Linda Vista is a neighborhood in Pasadena, California. It is one of Pasadena's wealthiest neighborhoods, and its largest by area. It is bordered by Oak Grove Drive to the north, Colorado Boulevard to the south, the Pasadena-Glendale border to the west, and Linda Vista Avenue to the east.

== History ==
The district of Linda Vista was courted for annexation to what became La Cañada Flintridge by Frank Flint. Linda Vista Avenue was originally named Parke Avenue. Pasadena was incorporated in 1886; Linda Vista was one of the sections annexed to the city in later days, along with places like Annandale, Lamanda Park, Pasadena Heights, Avandale, San Rafael, and Cheviotsville. It was known as a "picturesque, hilly" neighborhood and was the site of estate-size residential properties.

==Landmarks==
Linda Vista is built on a slope between the Arroyo Seco and the San Rafael Hills, and is home to the Annandale Golf Club and Art Center College of Design. The Holly Street/Linda Vista Bridge was constructed in 1925 and is recognized for its "ornate concrete railing" and "antique lighting".

==Education==
Linda Vista is served by San Rafael Elementary School, Eliot Middle School, and Muir High School.

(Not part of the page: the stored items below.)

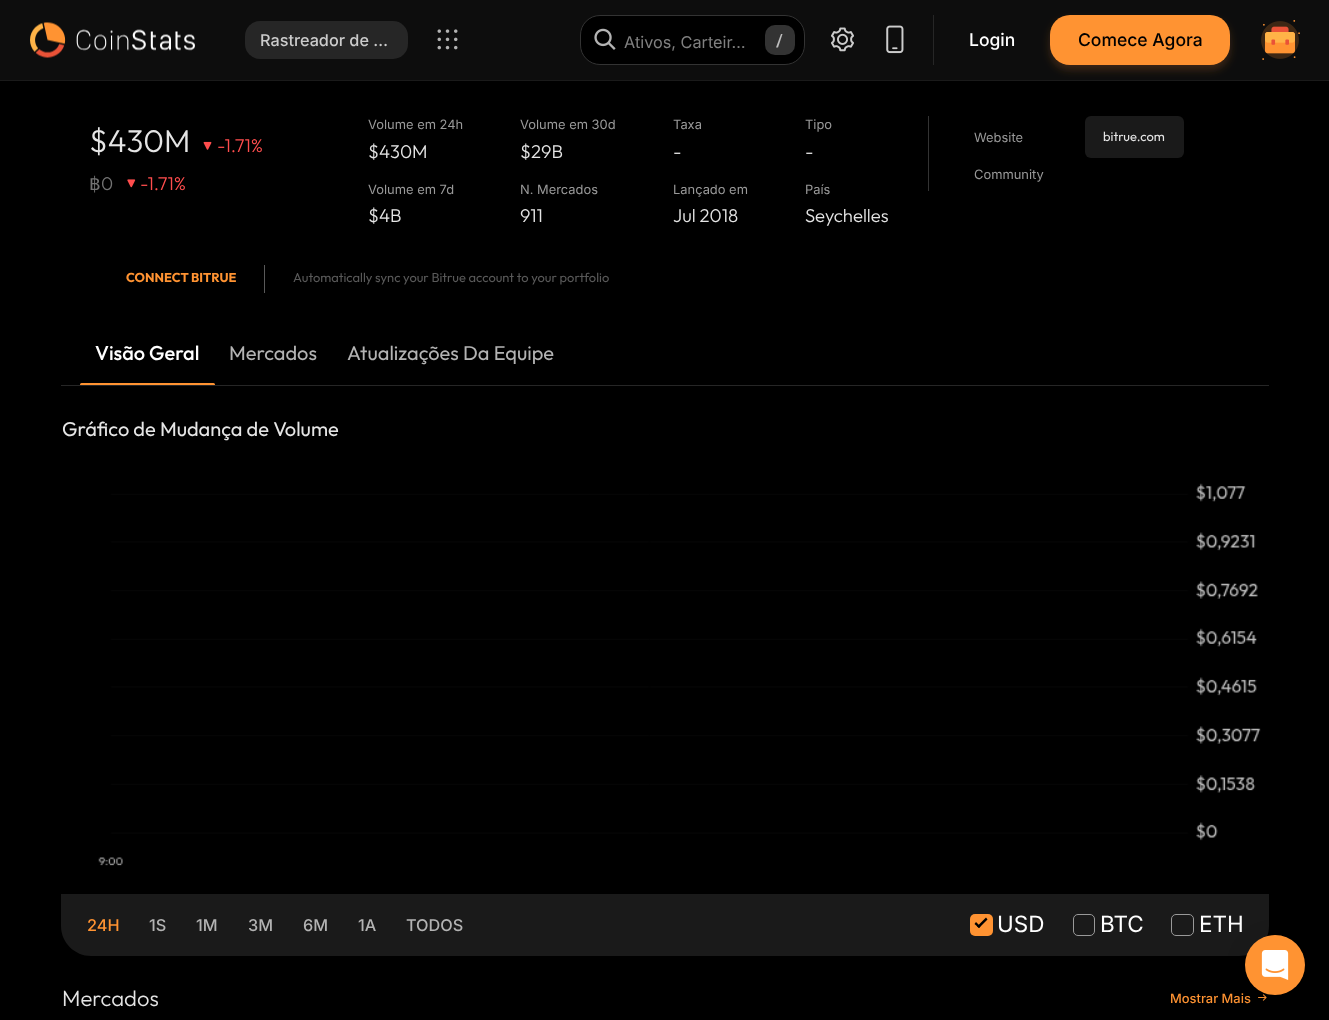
<?xml version="1.0" encoding="UTF-8"?>
<svg xmlns="http://www.w3.org/2000/svg" width="1329" height="1020">
    <defs>
        <filter id="blur1" x="-50%" y="-200%" width="200%" height="500%"><feGaussianBlur stdDeviation="4"/></filter>
        <clipPath id="clip1"><rect x="80" y="320" width="490" height="65"/></clipPath>
        <filter id="blur2" x="-50%" y="-200%" width="200%" height="500%"><feGaussianBlur stdDeviation="20"/></filter>
    </defs>
    <rect width="100%" height="100%" fill="#000000"/>
    <rect x="0" y="80" width="1329" height="1" fill="#1A1A1A"/>
    <rect x="0" y="0" width="1329" height="80" fill="#0D0D0D"/>
    <image x="30" y="22" width="165" height="36" href="img_01.png"/>
    <rect x="245" y="21" width="163" height="38" rx="15" fill="#262626"/>
    <text x="260" y="46" font-family="Inter" font-size="16.25" font-weight="500" fill="#CCCCCC">Rastreador de …</text>
    <image x="437" y="29" width="21" height="21" href="img_02.png"/>
    <rect x="580.5" y="15.5" width="224" height="49" rx="19.5" fill="#000000" stroke="#333333"/>
    <image x="594" y="28" width="22" height="22" href="img_03.png"/>
    <text x="624" y="48" font-family="Inter" font-size="16.25" fill="#808080">Ativos, Carteir…</text>
    <rect x="765" y="25" width="30" height="30" rx="10" fill="#333333"/>
    <path d="M 782.5 34 L 778 47.5 H 776 L 781 34 Z" fill="#BFBFBF"/>
    <image x="831" y="27" width="23" height="25" href="img_04.png"/>
    <image x="886" y="25" width="18" height="29" href="img_05.png"/>
    <rect x="933" y="15" width="1" height="50" fill="#262626"/>
    <text x="969" y="46" font-family="Inter" font-size="17.5" font-weight="500" fill="#FFFFFF">Login</text>
    <rect x="1050" y="20" width="180" height="50" rx="20" fill="#FF9332" fill-opacity="0.2" filter="url(#blur1)"/>
    <rect x="1050" y="15" width="180" height="50" rx="20" fill="#FF9332"/>
    <text x="1078" y="46" font-family="Inter" font-size="17.5" font-weight="500" fill="#000000">Comece Agora</text>
    <image x="1261" y="20" width="39" height="40" href="img_06.png"/>
    <text x="89" y="152" font-family="Outfit" font-size="31.5" font-weight="300" fill="#E5E5E5">$430M</text>
    <image x="203" y="141" width="9" height="9" href="img_07.png"/>
    <text x="217" y="152" font-family="Outfit" font-size="18.5" font-weight="300" fill="#FF4D4D">-1.71%</text>
    <text x="89" y="190" font-family="DejaVu Sans" font-size="18.5" fill="#737373">฿</text>
    <text x="101" y="190" font-family="Outfit" font-size="18.5" font-weight="300" fill="#737373">0</text>
    <image x="127" y="179" width="9" height="9" href="img_08.png"/>
    <text x="140" y="190" font-family="Outfit" font-size="18.5" font-weight="300" fill="#FF4D4D">-1.71%</text>
    <text x="368" y="129" font-family="Inter" font-size="12.9" fill="#999999">Volume em 24h</text>
    <text x="368" y="158" font-family="Outfit" font-size="18.5" font-weight="300" fill="#E5E5E5">$430M</text>
    <text x="520" y="129" font-family="Inter" font-size="12.9" fill="#999999">Volume em 30d</text>
    <text x="520" y="158" font-family="Outfit" font-size="18.5" font-weight="300" fill="#E5E5E5">$29B</text>
    <text x="673" y="129" font-family="Inter" font-size="12.9" fill="#999999">Taxa</text>
    <text x="673" y="158" font-family="Outfit" font-size="18.5" font-weight="300" fill="#E5E5E5">-</text>
    <text x="805" y="129" font-family="Inter" font-size="12.9" fill="#999999">Tipo</text>
    <text x="805" y="158" font-family="Outfit" font-size="18.5" font-weight="300" fill="#E5E5E5">-</text>
    <text x="368" y="194" font-family="Inter" font-size="12.9" fill="#999999">Volume em 7d</text>
    <text x="368" y="222" font-family="Outfit" font-size="18.5" font-weight="300" fill="#E5E5E5">$4B</text>
    <text x="520" y="194" font-family="Inter" font-size="12.9" fill="#999999">N. Mercados</text>
    <text x="520" y="222" font-family="Outfit" font-size="18.5" font-weight="300" fill="#E5E5E5">911</text>
    <text x="673" y="194" font-family="Inter" font-size="12.9" fill="#999999">Lançado em</text>
    <text x="673" y="222" font-family="Outfit" font-size="18.5" font-weight="300" fill="#E5E5E5">Jul 2018</text>
    <text x="805" y="194" font-family="Inter" font-size="12.9" fill="#999999">País</text>
    <text x="805" y="222" font-family="Outfit" font-size="18.5" font-weight="300" fill="#E5E5E5">Seychelles</text>
    <rect x="928" y="116" width="1" height="75" fill="#333333"/>
    <text x="974" y="142" font-family="Inter" font-size="12.9" fill="#999999">Website</text>
    <rect x="1085" y="116" width="99" height="42" rx="6" fill="#1A1A1A"/>
    <text x="1103" y="141" font-family="Outfit" font-size="12.9" fill="#E5E5E5">bitrue.com</text>
    <text x="974" y="179" font-family="Inter" font-size="12.9" fill="#999999">Community</text>
    <text x="126" y="282" font-family="Outfit" font-size="12.9" font-weight="700" fill="#FF9332">CONNECT BITRUE</text>
    <rect x="264" y="265" width="1" height="28" fill="#595959"/>
    <text x="293" y="282" font-family="Outfit" font-size="12.9" fill="#595959">Automatically sync your Bitrue account to your portfolio</text>
    <text x="95" y="360" font-family="Outfit" font-size="20" font-weight="500" fill="#FFFFFF">Visão Geral</text>
    <text x="229" y="360" font-family="Outfit" font-size="20" fill="#B3B3B3">Mercados</text>
    <text x="347" y="360" font-family="Outfit" font-size="20" fill="#B3B3B3">Atualizações Da Equipe</text>
    <rect x="61" y="385" width="1208" height="1" fill="#262626"/>
    <g clip-path="url(#clip1)">
        <rect x="80" y="383" width="135" height="3" rx="1.5" fill="#FF9332"/>
    </g>
    <text x="62" y="436" font-family="Outfit" font-size="20" fill="#E5E5E5">Gráfico de Mudança de Volume</text>
    <image x="98" y="483" width="1163" height="383" href="img_09.png"/>
    <path d="M 61 894 H 1269 V 926 C 1269 942.5 1255.5 956 1239 956 H 91 C 74.5 956 61 942.5 61 926 Z" fill="#1A1A1A"/>
    <text x="87" y="931" font-family="Inter" font-size="16.25" font-weight="500" fill="#FF9332">24H</text>
    <text x="149" y="931" font-family="Inter" font-size="16.25" font-weight="500" fill="#B3B3B3">1S</text>
    <text x="196" y="931" font-family="Inter" font-size="16.25" font-weight="500" fill="#B3B3B3">1M</text>
    <text x="248" y="931" font-family="Inter" font-size="16.25" font-weight="500" fill="#B3B3B3">3M</text>
    <text x="303" y="931" font-family="Inter" font-size="16.25" font-weight="500" fill="#B3B3B3">6M</text>
    <text x="358" y="931" font-family="Inter" font-size="16.25" font-weight="500" fill="#B3B3B3">1A</text>
    <text x="406" y="931" font-family="Inter" font-size="16.25" font-weight="500" fill="#B3B3B3">TODOS</text>
    <rect x="970" y="914" width="23" height="22" rx="5" fill="#FF9332"/>
    <text x="997" y="932" font-family="Inter" font-size="22.5" fill="#FFFFFF">USD</text>
    <path d="M 977 926.5 L 986 917.5 L 987.5 919.5 L 979 928 Z" fill="#000000"/>
    <path d="M 974.5 924 L 976 922 L 980.5 926.5 L 979 928 Z" fill="#000000"/>
    <rect x="1073.5" y="914.5" width="21" height="21" rx="4.5" fill="none" stroke="#999999"/>
    <text x="1100" y="932" font-family="Inter" font-size="22.5" fill="#FFFFFF">BTC</text>
    <rect x="1171.5" y="914.5" width="22" height="21" rx="4.5" fill="none" stroke="#999999"/>
    <text x="1199" y="932" font-family="Inter" font-size="22.5" fill="#FFFFFF">ETH</text>
    <text x="62" y="1006" font-family="Outfit" font-size="22" font-weight="300" fill="#E5E5E5">Mercados</text>
    <text x="1170" y="1003" font-family="Inter" font-size="12.9" font-weight="500" fill="#FF9332">Mostrar Mais</text>
    <image x="1258" y="994" width="9" height="7" href="img_10.png"/>
    <rect x="1245" y="938" width="60" height="60" rx="30" fill="#000000" fill-opacity="0.16" filter="url(#blur2)"/>
    <circle cx="1275" cy="965" r="30" fill="#FF9332"/>
    <image x="1261" y="950" width="28" height="30" href="img_11.png"/>
</svg>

Flintridge Sacred Heart Academy, Chandler School, Mayfield Grammar School, Mayfield Senior School, Maranatha High School, Westridge School, and Polytechnic School are private schools in the area.

==Transportation==
Linda Vista is served by Metro Local lines 180 and 256. The neighborhood is also served by Pasadena Transit routes 51 and 52.

==Government==
Linda Vista is part of City Council District 6, represented by Steve Madison.

== Notable residents ==
The sculptor Alexander Calder lived on Linda Vista Avenue in the early 1900s.